[Bounding box coordinate data]
**********
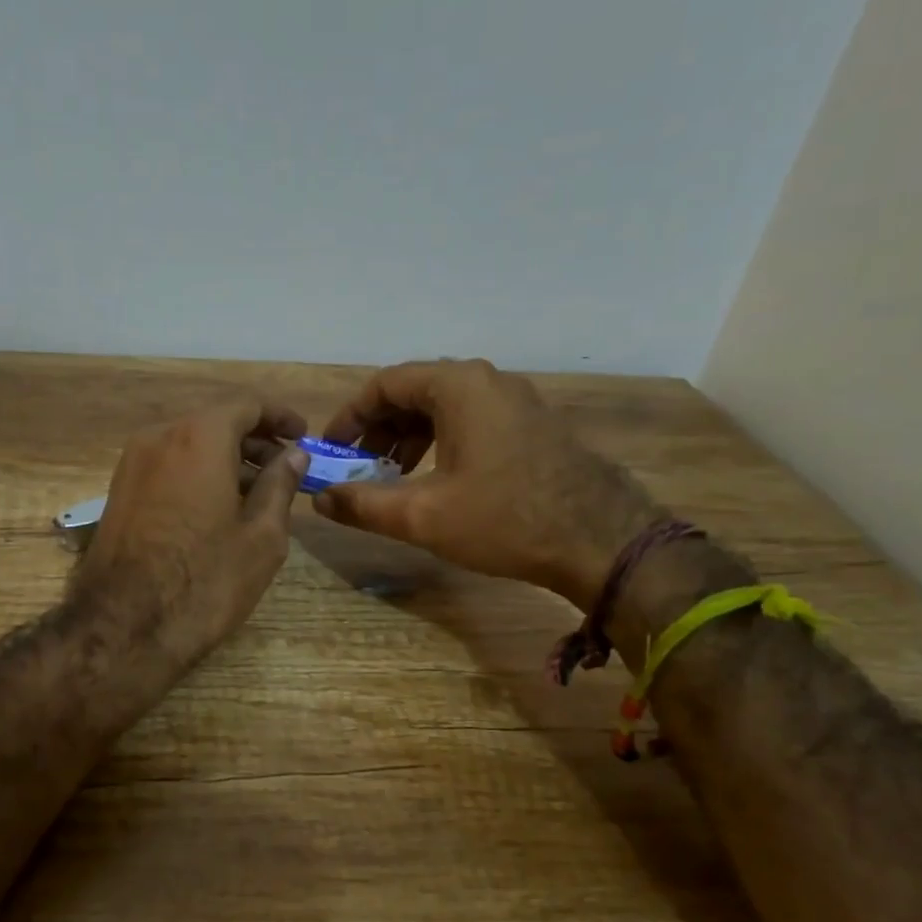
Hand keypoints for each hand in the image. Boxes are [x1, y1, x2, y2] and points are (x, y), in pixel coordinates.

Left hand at [77, 399, 310, 660]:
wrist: (123, 626)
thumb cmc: (205, 580)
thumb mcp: (261, 535)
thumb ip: (280, 485)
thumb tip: (293, 456)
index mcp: (199, 437)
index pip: (247, 405)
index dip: (280, 417)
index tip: (303, 436)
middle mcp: (159, 437)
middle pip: (215, 423)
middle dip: (254, 441)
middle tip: (285, 471)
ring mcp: (132, 465)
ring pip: (189, 446)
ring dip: (226, 460)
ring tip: (257, 495)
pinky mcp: (119, 493)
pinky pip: (169, 467)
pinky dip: (198, 475)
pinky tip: (219, 510)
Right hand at [315, 359, 658, 607]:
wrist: (601, 540)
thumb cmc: (504, 520)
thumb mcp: (422, 515)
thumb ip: (363, 504)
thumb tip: (320, 500)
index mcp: (457, 386)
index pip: (384, 385)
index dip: (350, 417)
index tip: (332, 450)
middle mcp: (487, 381)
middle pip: (414, 392)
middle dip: (379, 430)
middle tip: (358, 467)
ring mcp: (516, 401)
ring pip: (444, 408)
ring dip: (409, 438)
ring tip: (392, 477)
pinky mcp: (533, 425)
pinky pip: (472, 420)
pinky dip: (441, 442)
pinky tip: (436, 479)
**********
## Task item
Sift the data above for lines with "pinky", then copy each one.

## Answer box
pinky mcp: (119, 493)
pinky pip: (169, 467)
pinky dip: (198, 475)
pinky tip: (219, 510)
pinky mcp: (533, 425)
pinky pip: (472, 420)
pinky dip: (441, 442)
pinky tip: (436, 479)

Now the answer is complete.